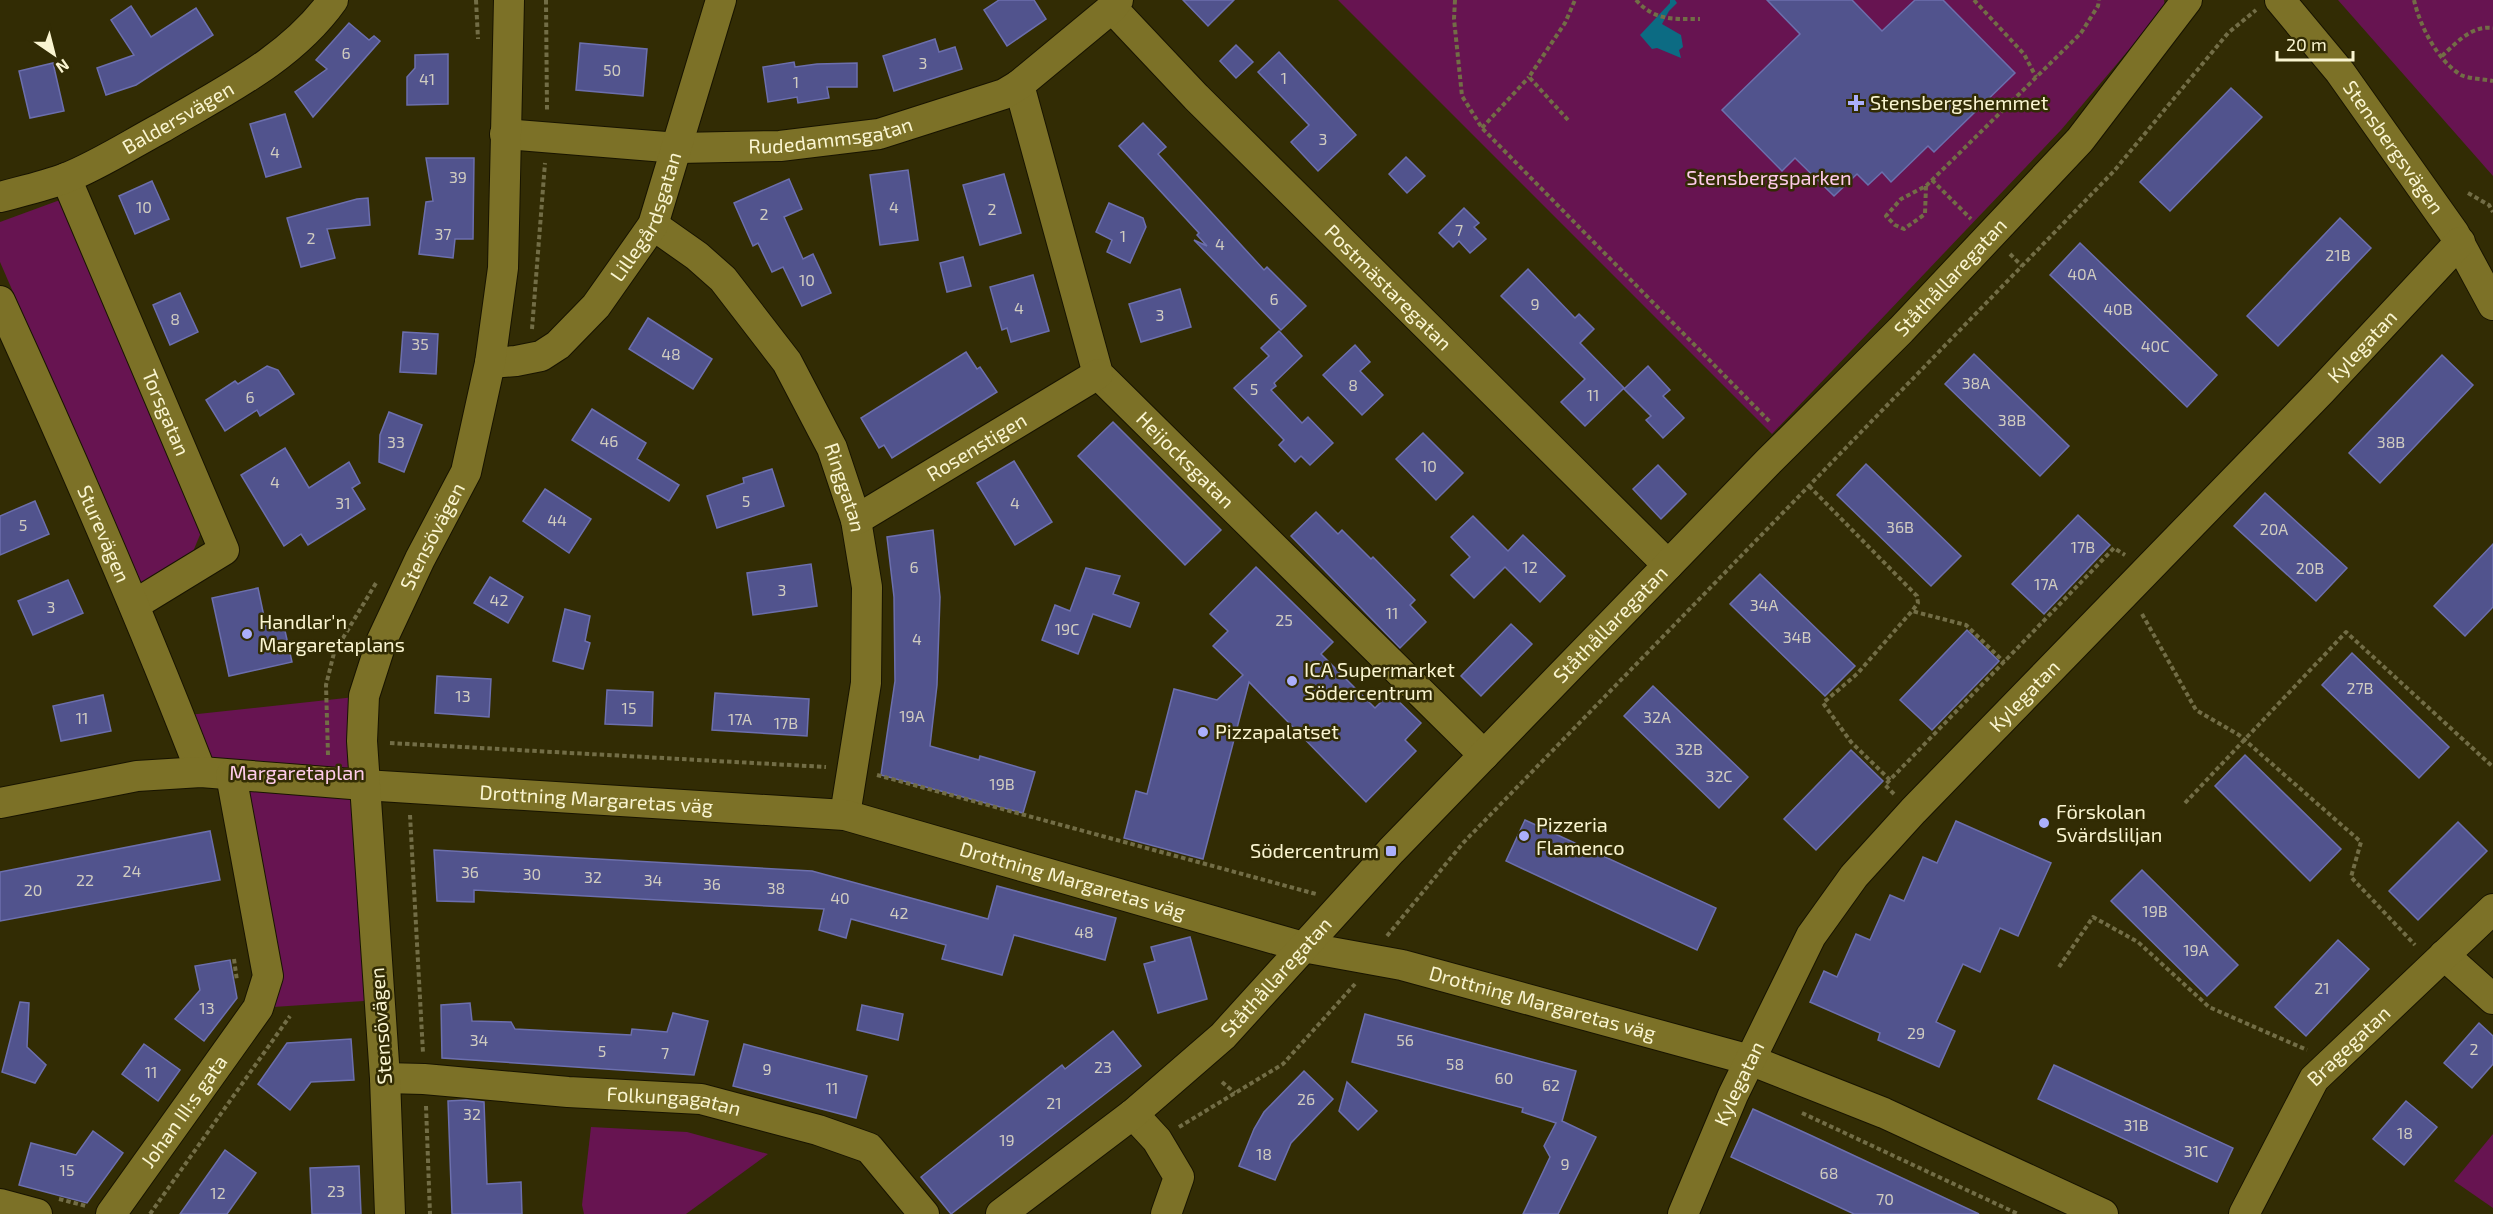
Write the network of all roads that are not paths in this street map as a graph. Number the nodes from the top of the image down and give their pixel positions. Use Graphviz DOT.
graph roads {
  1 [pos="333,0"];
  2 [pos="509,0"];
  3 [pos="721,0"];
  4 [pos="2187,0"];
  5 [pos="2271,2"];
  6 [pos="1115,4"];
  7 [pos="1019,85"];
  8 [pos="505,134"];
  9 [pos="678,148"];
  10 [pos="66,178"];
  11 [pos="0,197"];
  12 [pos="653,225"];
  13 [pos="2460,242"];
  14 [pos="0,301"];
  15 [pos="2493,305"];
  16 [pos="490,363"];
  17 [pos="1098,374"];
  18 [pos="856,520"];
  19 [pos="1668,565"];
  20 [pos="134,605"];
  21 [pos="1484,756"];
  22 [pos="201,772"];
  23 [pos="231,775"];
  24 [pos="364,785"];
  25 [pos="0,803"];
  26 [pos="845,815"];
  27 [pos="2493,909"];
  28 [pos="1303,947"];
  29 [pos="2439,960"];
  30 [pos="2493,999"];
  31 [pos="1750,1060"];
  32 [pos="385,1078"];
  33 [pos="1133,1114"];
  34 [pos="0,1204"];
  35 [pos="47,1206"];
  36 [pos="102,1206"];
  37 [pos="390,1214"];
  38 [pos="924,1214"];
  39 [pos="1001,1214"];
  40 [pos="1166,1214"];
  41 [pos="1683,1214"];
  42 [pos="2103,1214"];
  43 [pos="2244,1214"];
  1 -- 10 [label="street, Baldersvägen"];
  2 -- 8 [label="street, Stensövägen"];
  3 -- 9 [label="street, Lillegårdsgatan"];
  4 -- 19 [label="street, Ståthållaregatan"];
  5 -- 13 [label="street, Stensbergsvägen"];
  6 -- 7 [label="street, Rudedammsgatan"];
  6 -- 19 [label="street, Postmästaregatan"];
  7 -- 9 [label="street, Rudedammsgatan"];
  7 -- 17 [label="street"];
  8 -- 9 [label="street, Rudedammsgatan"];
  8 -- 16 [label="street, Stensövägen"];
  9 -- 12 [label="street, Lillegårdsgatan"];
  10 -- 11 [label="street, Baldersvägen"];
  10 -- 20 [label="street, Torsgatan"];
  12 -- 16 [label="street, Lillegårdsgatan"];
  12 -- 18 [label="street, Ringgatan"];
  13 -- 15 [label="street, Stensbergsvägen"];
  13 -- 31 [label="street, Kylegatan"];
  14 -- 20 [label="street, Sturevägen"];
  16 -- 24 [label="street, Stensövägen"];
  17 -- 18 [label="street, Rosenstigen"];
  17 -- 21 [label="street, Heijocksgatan"];
  18 -- 26 [label="street, Ringgatan"];
  19 -- 21 [label="street, Ståthållaregatan"];
  20 -- 22 [label="street, Sturevägen"];
  21 -- 28 [label="street, Ståthållaregatan"];
  22 -- 23 [label="street, Drottning Margaretas väg"];
  22 -- 25 [label="street, Drottning Margaretas väg"];
  23 -- 24 [label="street, Drottning Margaretas väg"];
  23 -- 36 [label="street, Johan III:s gata"];
  24 -- 26 [label="street, Drottning Margaretas väg"];
  24 -- 32 [label="street, Stensövägen"];
  26 -- 28 [label="street, Drottning Margaretas väg"];
  27 -- 29 [label="street, Bragegatan"];
  28 -- 31 [label="street, Drottning Margaretas väg"];
  28 -- 33 [label="street, Ståthållaregatan"];
  29 -- 30 [label="street"];
  29 -- 43 [label="street, Bragegatan"];
  31 -- 41 [label="street, Kylegatan"];
  31 -- 42 [label="street, Drottning Margaretas väg"];
  32 -- 37 [label="street, Stensövägen"];
  32 -- 38 [label="street, Folkungagatan"];
  33 -- 39 [label="street, Ståthållaregatan"];
  33 -- 40 [label="street"];
  34 -- 35 [label="street"];
}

==========

What the task asks —
Repeat the listing above word for word. Do not include the pictures.

Solution —
Write the network of all roads that are not paths in this street map as a graph. Number the nodes from the top of the image down and give their pixel positions. Use Graphviz DOT.
graph roads {
  1 [pos="333,0"];
  2 [pos="509,0"];
  3 [pos="721,0"];
  4 [pos="2187,0"];
  5 [pos="2271,2"];
  6 [pos="1115,4"];
  7 [pos="1019,85"];
  8 [pos="505,134"];
  9 [pos="678,148"];
  10 [pos="66,178"];
  11 [pos="0,197"];
  12 [pos="653,225"];
  13 [pos="2460,242"];
  14 [pos="0,301"];
  15 [pos="2493,305"];
  16 [pos="490,363"];
  17 [pos="1098,374"];
  18 [pos="856,520"];
  19 [pos="1668,565"];
  20 [pos="134,605"];
  21 [pos="1484,756"];
  22 [pos="201,772"];
  23 [pos="231,775"];
  24 [pos="364,785"];
  25 [pos="0,803"];
  26 [pos="845,815"];
  27 [pos="2493,909"];
  28 [pos="1303,947"];
  29 [pos="2439,960"];
  30 [pos="2493,999"];
  31 [pos="1750,1060"];
  32 [pos="385,1078"];
  33 [pos="1133,1114"];
  34 [pos="0,1204"];
  35 [pos="47,1206"];
  36 [pos="102,1206"];
  37 [pos="390,1214"];
  38 [pos="924,1214"];
  39 [pos="1001,1214"];
  40 [pos="1166,1214"];
  41 [pos="1683,1214"];
  42 [pos="2103,1214"];
  43 [pos="2244,1214"];
  1 -- 10 [label="street, Baldersvägen"];
  2 -- 8 [label="street, Stensövägen"];
  3 -- 9 [label="street, Lillegårdsgatan"];
  4 -- 19 [label="street, Ståthållaregatan"];
  5 -- 13 [label="street, Stensbergsvägen"];
  6 -- 7 [label="street, Rudedammsgatan"];
  6 -- 19 [label="street, Postmästaregatan"];
  7 -- 9 [label="street, Rudedammsgatan"];
  7 -- 17 [label="street"];
  8 -- 9 [label="street, Rudedammsgatan"];
  8 -- 16 [label="street, Stensövägen"];
  9 -- 12 [label="street, Lillegårdsgatan"];
  10 -- 11 [label="street, Baldersvägen"];
  10 -- 20 [label="street, Torsgatan"];
  12 -- 16 [label="street, Lillegårdsgatan"];
  12 -- 18 [label="street, Ringgatan"];
  13 -- 15 [label="street, Stensbergsvägen"];
  13 -- 31 [label="street, Kylegatan"];
  14 -- 20 [label="street, Sturevägen"];
  16 -- 24 [label="street, Stensövägen"];
  17 -- 18 [label="street, Rosenstigen"];
  17 -- 21 [label="street, Heijocksgatan"];
  18 -- 26 [label="street, Ringgatan"];
  19 -- 21 [label="street, Ståthållaregatan"];
  20 -- 22 [label="street, Sturevägen"];
  21 -- 28 [label="street, Ståthållaregatan"];
  22 -- 23 [label="street, Drottning Margaretas väg"];
  22 -- 25 [label="street, Drottning Margaretas väg"];
  23 -- 24 [label="street, Drottning Margaretas väg"];
  23 -- 36 [label="street, Johan III:s gata"];
  24 -- 26 [label="street, Drottning Margaretas väg"];
  24 -- 32 [label="street, Stensövägen"];
  26 -- 28 [label="street, Drottning Margaretas väg"];
  27 -- 29 [label="street, Bragegatan"];
  28 -- 31 [label="street, Drottning Margaretas väg"];
  28 -- 33 [label="street, Ståthållaregatan"];
  29 -- 30 [label="street"];
  29 -- 43 [label="street, Bragegatan"];
  31 -- 41 [label="street, Kylegatan"];
  31 -- 42 [label="street, Drottning Margaretas väg"];
  32 -- 37 [label="street, Stensövägen"];
  32 -- 38 [label="street, Folkungagatan"];
  33 -- 39 [label="street, Ståthållaregatan"];
  33 -- 40 [label="street"];
  34 -- 35 [label="street"];
}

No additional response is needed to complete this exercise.